Oldgamer85: Have a great 2021! Stay safe!
At this point all my PCs are Retro Rigs, except for my work laptop which is like two years old, and can play e.g. Horizon Zero Dawn and The Witcher 3 passably, but not anything more demanding.
The next older PC I have is a 9 years old gaming laptop, still going strong, albeit not playing the latest games of course. Writing this message on it currently, and playing Icewind Dale 2 on it (on Linux of course, I am happy I don't have to boot to Windows just to play that game). It is a bit slower overall (in gaming) than that work laptop of mine, so it could manage to run e.g. The Witcher 3 passably.
Then I have several older laptops I've obtained somewhere, oldest one being an IBM ThinkPad T41 running both Windows XP and Windows 98SE. And I have one retro desktop that has some 1-core 64bit Pentium, or could have been some AMD Athlon CPU as well, not sure anymore...
Many of these have a true purpose for certain older games, e.g. that old desktop is probably the best rig for playing e.g. Mechwarrior 3 (which tends to have physics engine problems on too fast CPUs), and my eMachines laptop, which is running both Windows XP and Linux Mint, is great for playing "King Kong The Movie" game as that game does not work on anything newer than Windows XP due to its copy protection, but my other XP machines are too slow for that game, so that old laptop hits the sweet spot, running the game very smoothly and without issues with its copy protection.
I don't keep any real MS-DOS era PCs around anymore (with real MS-DOS mode, Soundblaster 16 ISA card, Roland SCC-1 + Roland CM-32L for MIDI music...) because nowadays I feel DOS games are better to be played in e.g. DOSBox, and I don't need the real MIDI sound cards anymore as Munt and VirtualMIDISynth do great job emulating them.
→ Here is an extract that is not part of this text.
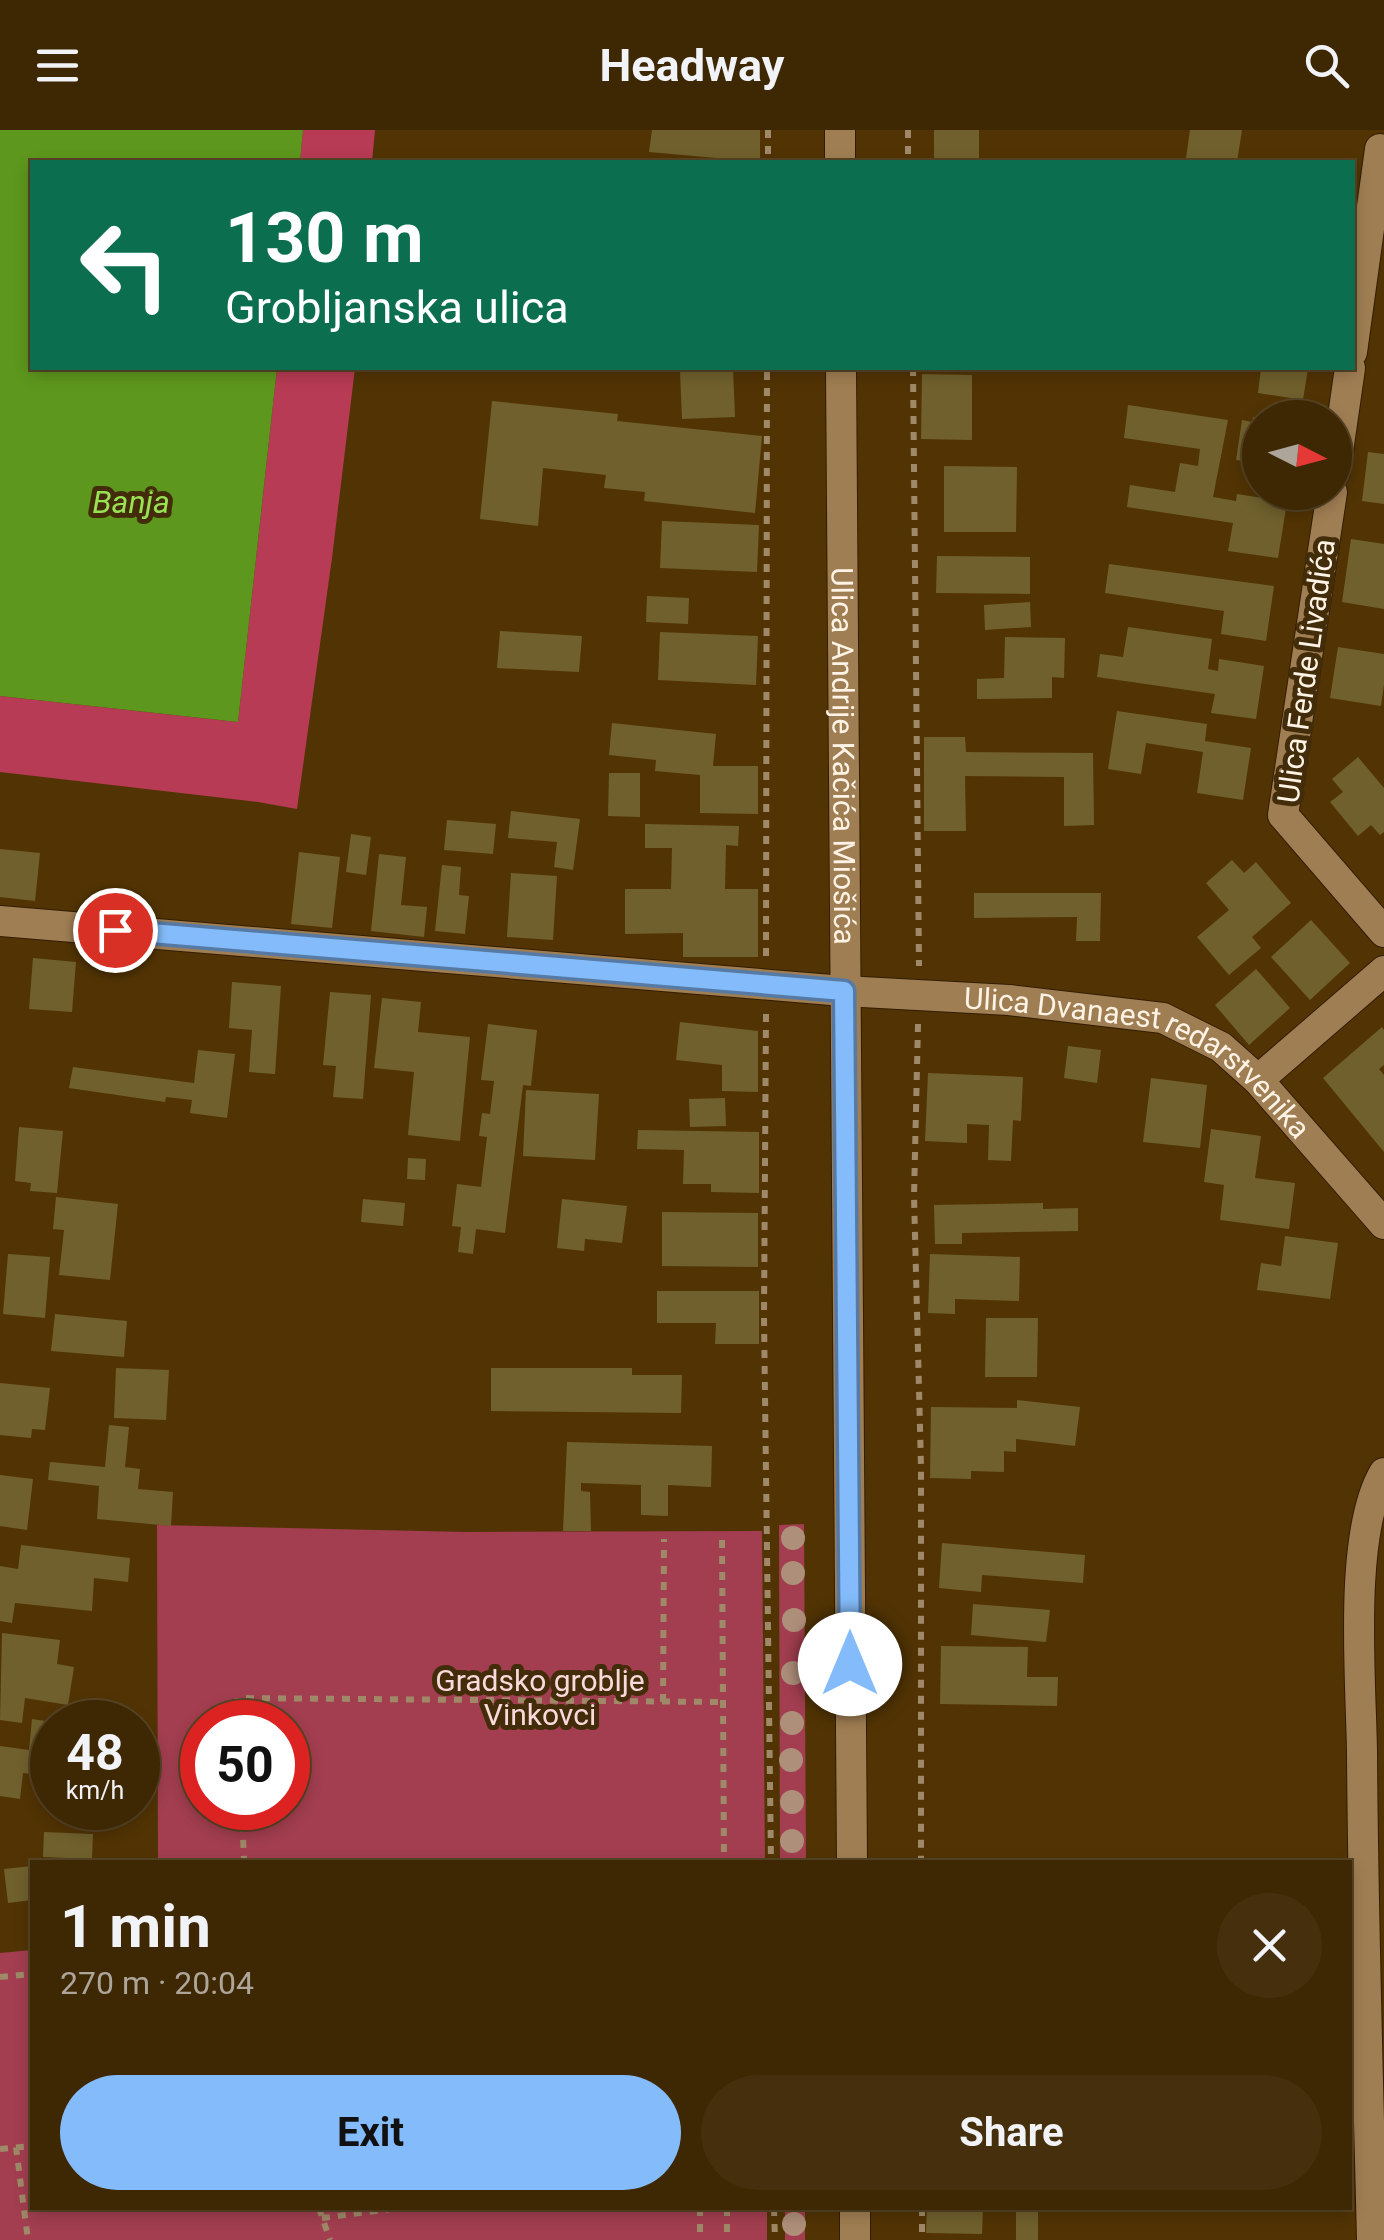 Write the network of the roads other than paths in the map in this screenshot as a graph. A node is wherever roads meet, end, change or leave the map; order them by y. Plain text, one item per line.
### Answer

I seem to have obtained many of my older machines (laptops) by someone going to throw it away, and me thinking why would someone throw a perfectly working machine to trash when I can use it for something, install Linux on it etc. It is like someone throwing an old dog to the dumpster because they got a new higher-performance puppy, I still feel I could give a home to that old dog. So I am kinda keeping a kennel for old laptops, so to speak.
Oh and I also have a real (fat) PS2 console too, but I haven't switched it on for a year or two. I play my PS2 games on the PCSX2 emulator now, which by they way works better for me in Linux than in Windows (the Windows version has severe slowdown if I switch the emulator to fullscreen mode, while the Linux version runs at 100% speed both in windowed and fullscreen mode). Damn Linux is great for gaming!